公開日 : 2018 年 01 月 12 日
更新日 : 2018 年 01 月 12 日

ADHD(注意欠如・多動症)は、12歳以前から学校、家庭、職場などの複数の場面で発達水準に不相応な不注意、多動性-衝動性が認められる発達障害です。もともとは子どもに認められる障害と考えられ、多動性−衝動性を中心にその症状が軽減し、成人期になると多くは軽快すると考えられてきました。
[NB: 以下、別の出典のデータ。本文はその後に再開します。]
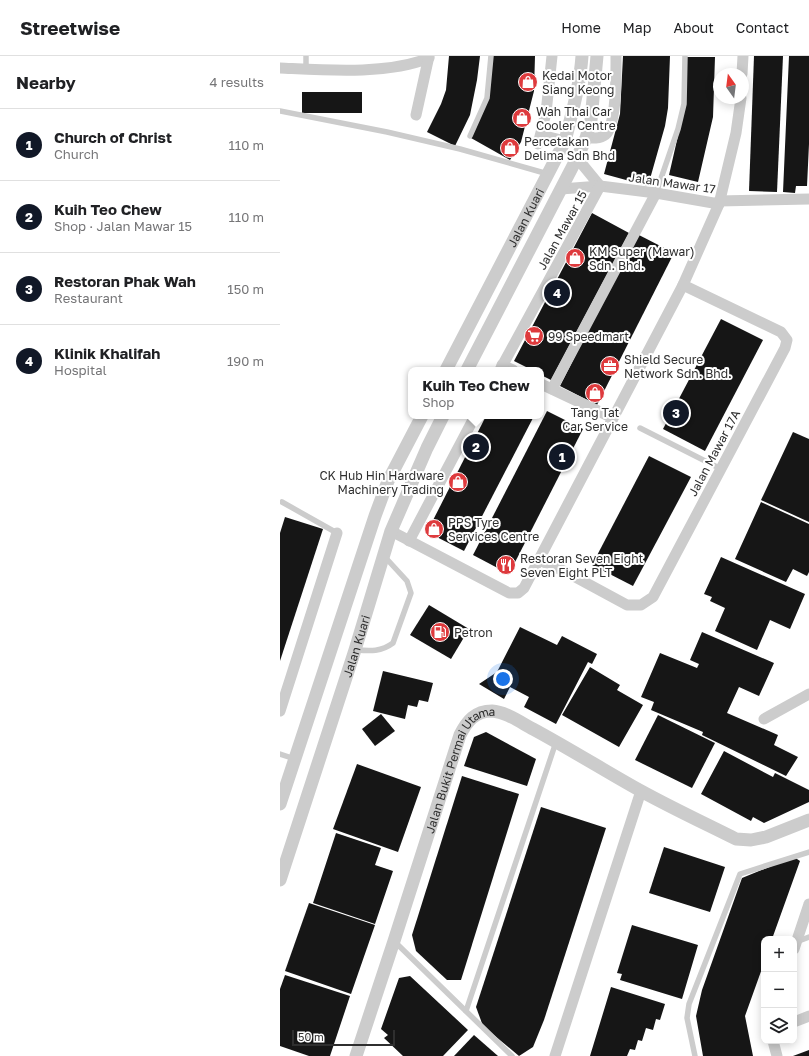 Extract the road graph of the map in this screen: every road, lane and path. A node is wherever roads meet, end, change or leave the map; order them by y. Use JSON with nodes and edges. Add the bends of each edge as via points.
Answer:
{"nodes":[{"id":1,"x":306,"y":56,"type":"edge"},
{"id":2,"x":491,"y":56,"type":"edge"},
{"id":3,"x":552,"y":56,"type":"edge"},
{"id":4,"x":582,"y":56,"type":"edge"},
{"id":5,"x":597,"y":56,"type":"edge"},
{"id":6,"x":616,"y":56,"type":"edge"},
{"id":7,"x":685,"y":56,"type":"edge"},
{"id":8,"x":743,"y":56,"type":"edge"},
{"id":9,"x":429,"y":57,"type":"edge"},
{"id":10,"x":280,"y":68,"type":"edge"},
{"id":11,"x":742,"y":68,"type":"edge"},
{"id":12,"x":306,"y":69,"type":"junction"},
{"id":13,"x":740,"y":104,"type":"edge"},
{"id":14,"x":280,"y":111,"type":"edge"},
{"id":15,"x":416,"y":115,"type":"dead end"},
{"id":16,"x":470,"y":136,"type":"dead end"},
{"id":17,"x":586,"y":138,"type":"junction"},
{"id":18,"x":565,"y":141,"type":"junction"},
{"id":19,"x":577,"y":158,"type":"junction"},
{"id":20,"x":549,"y":174,"type":"junction"},
{"id":21,"x":600,"y":186,"type":"junction"},
{"id":22,"x":561,"y":189,"type":"junction"},
{"id":23,"x":656,"y":193,"type":"junction"},
{"id":24,"x":809,"y":199,"type":"edge"},
{"id":25,"x":719,"y":202,"type":"junction"},
{"id":26,"x":683,"y":285,"type":"junction"},
{"id":27,"x":448,"y":367,"type":"edge"},
{"id":28,"x":469,"y":367,"type":"edge"},
{"id":29,"x":501,"y":367,"type":"edge"},
{"id":30,"x":544,"y":386,"type":"edge"},
{"id":31,"x":552,"y":390,"type":"junction"},
{"id":32,"x":612,"y":418,"type":"junction"},
{"id":33,"x":420,"y":419,"type":"edge"},
{"id":34,"x":442,"y":419,"type":"edge"},
{"id":35,"x":473,"y":419,"type":"edge"},
{"id":36,"x":640,"y":428,"type":"dead end"},
{"id":37,"x":721,"y":469,"type":"junction"},
{"id":38,"x":282,"y":502,"type":"dead end"},
{"id":39,"x":391,"y":531,"type":"junction"},
{"id":40,"x":338,"y":533,"type":"joint"},
{"id":41,"x":409,"y":541,"type":"junction"},
{"id":42,"x":384,"y":555,"type":"junction"},
{"id":43,"x":539,"y":560,"type":"junction"},
{"id":44,"x":355,"y":650,"type":"junction"},
{"id":45,"x":809,"y":694,"type":"edge"},
{"id":46,"x":280,"y":711,"type":"edge"},
{"id":47,"x":764,"y":719,"type":"dead end"},
{"id":48,"x":557,"y":742,"type":"junction"},
{"id":49,"x":280,"y":754,"type":"edge"},
{"id":50,"x":295,"y":759,"type":"junction"},
{"id":51,"x":641,"y":791,"type":"junction"},
{"id":52,"x":280,"y":804,"type":"edge"},
{"id":53,"x":809,"y":820,"type":"edge"},
{"id":54,"x":809,"y":852,"type":"edge"},
{"id":55,"x":280,"y":880,"type":"edge"},
{"id":56,"x":809,"y":904,"type":"edge"},
{"id":57,"x":809,"y":937,"type":"edge"},
{"id":58,"x":797,"y":940,"type":"edge"},
{"id":59,"x":394,"y":941,"type":"junction"},
{"id":60,"x":797,"y":945,"type":"edge"},
{"id":61,"x":466,"y":1011,"type":"junction"},
{"id":62,"x":809,"y":1016,"type":"edge"},
{"id":63,"x":797,"y":1021,"type":"edge"},
{"id":64,"x":775,"y":1044,"type":"edge"},
{"id":65,"x":358,"y":1055,"type":"edge"},
{"id":66,"x":512,"y":1056,"type":"edge"},
{"id":67,"x":555,"y":1056,"type":"edge"},
{"id":68,"x":696,"y":1056,"type":"edge"},
{"id":69,"x":777,"y":1056,"type":"edge"}],
"edges":[{"from":1,"to":12,"type":"lane"},
{"from":2,"to":16,"type":"lane","via":[[487,98]]},
{"from":3,"to":18,"type":"street","via":[[546,113],[539,139]]},
{"from":4,"to":18,"type":"street","name":"Jalan Kuari"},
{"from":5,"to":17,"type":"street","name":"Jalan Kuari","via":[[591,120]]},
{"from":6,"to":17,"type":"street","via":[[616,95],[610,125],[600,138]]},
{"from":7,"to":23,"type":"lane","via":[[684,104]]},
{"from":8,"to":11,"type":"street"},
{"from":9,"to":12,"type":"street","via":[[400,66]]},
{"from":9,"to":15,"type":"street"},
{"from":10,"to":12,"type":"street"},
{"from":13,"to":25,"type":"street","name":"Jalan Mawar 17","via":[[736,133]]},
{"from":14,"to":20,"type":"lane","via":[[460,148]]},
{"from":17,"to":19,"type":"street","name":"Jalan Kuari"},
{"from":18,"to":20,"type":"street","name":"Jalan Kuari"},
{"from":19,"to":21,"type":"street"},
{"from":19,"to":22,"type":"street","name":"Jalan Kuari"},
{"from":20,"to":27,"type":"street","name":"Jalan Kuari"},
{"from":21,"to":22,"type":"street","name":"Jalan Mawar 17"},
{"from":21,"to":23,"type":"street","name":"Jalan Mawar 17"},
{"from":21,"to":29,"type":"street","name":"Jalan Mawar 15"},
{"from":22,"to":28,"type":"street","name":"Jalan Kuari"},
{"from":23,"to":25,"type":"street","name":"Jalan Mawar 17"},
{"from":23,"to":31,"type":"street"},
{"from":24,"to":25,"type":"street"},
{"from":25,"to":26,"type":"street"},
{"from":26,"to":32,"type":"street"},
{"from":26,"to":37,"type":"street","name":"Jalan Mawar 17A","via":[[781,332],[787,340]]},
{"from":30,"to":31,"type":"street"},
{"from":31,"to":32,"type":"street"},
{"from":32,"to":43,"type":"street"},
{"from":33,"to":50,"type":"street","name":"Jalan Kuari","via":[[388,481],[375,516]]},
{"from":34,"to":39,"type":"street","name":"Jalan Kuari"},
{"from":35,"to":41,"type":"street"},
{"from":36,"to":37,"type":"lane"},
{"from":37,"to":43,"type":"street","name":"Jalan Mawar 17A","via":[[653,597],[641,605],[627,605]]},
{"from":38,"to":40,"type":"lane"},
{"from":39,"to":41,"type":"street"},
{"from":39,"to":42,"type":"street","name":"Jalan Kuari"},
{"from":40,"to":46,"type":"street"},
{"from":41,"to":43,"type":"street","via":[[509,593],[518,593],[524,588]]},
{"from":42,"to":44,"type":"street","name":"Jalan Kuari"},
{"from":42,"to":44,"type":"lane","via":[[407,581],[411,593],[393,643],[376,651]]},
{"from":44,"to":55,"type":"street","name":"Jalan Kuari"},
{"from":45,"to":47,"type":"street"},
{"from":48,"to":51,"type":"street","name":"Jalan Bukit Permai Utama"},
{"from":48,"to":59,"type":"street","name":"Jalan Bukit Permai Utama","via":[[503,713],[484,712],[474,715],[466,722]]},
{"from":48,"to":61,"type":"lane"},
{"from":49,"to":50,"type":"lane"},
{"from":50,"to":52,"type":"street","name":"Jalan Kuari"},
{"from":51,"to":53,"type":"street","name":"Jalan Bukit Permai Utama","via":[[736,839],[766,837]]},
{"from":51,"to":67,"type":"street"},
{"from":54,"to":68,"type":"lane","via":[[740,874],[689,1004],[687,1018]]},
{"from":56,"to":58,"type":"street"},
{"from":57,"to":60,"type":"lane"},
{"from":59,"to":61,"type":"lane"},
{"from":59,"to":65,"type":"street","name":"Jalan Bukit Permai Utama"},
{"from":61,"to":66,"type":"lane"},
{"from":62,"to":63,"type":"street"},
{"from":64,"to":69,"type":"street"}]}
しかし、不注意症状を中心として、大人になってもADHDの症状が継続することがわかってきました。大人は家庭や仕事など、子どものころとは異なる社会生活が求められます。ADHDのある方が仕事や家庭生活を送るにあたり、本人や周囲は何に気をつければよいのでしょうか。名古屋大学医学部附属病院 親と子どもの心療科の岡田俊先生に詳しくお話を伺いました。

大人のADHDの特徴

仕事、家庭などの複数の場面を通して不注意や多動性-衝動性に伴う困難が生じる

大人のADHDは、子どものころにみられるような落ち着きのなさは目立ちません。しかし、心が落ち着かない、感情のコントロールが難しい、リスクのある状況を回避できないといったかたちで持続することが少なくありません。

大人のADHDについてはこちら

ADHDのある人のうちどのくらいの人が働いている?

人それぞれで、職場の状況によっても異なる

オフィスで働いている人

この質問に答えるには、前提として、成人期ADHDの方が、どの程度いらっしゃるかが明確でなければなりません。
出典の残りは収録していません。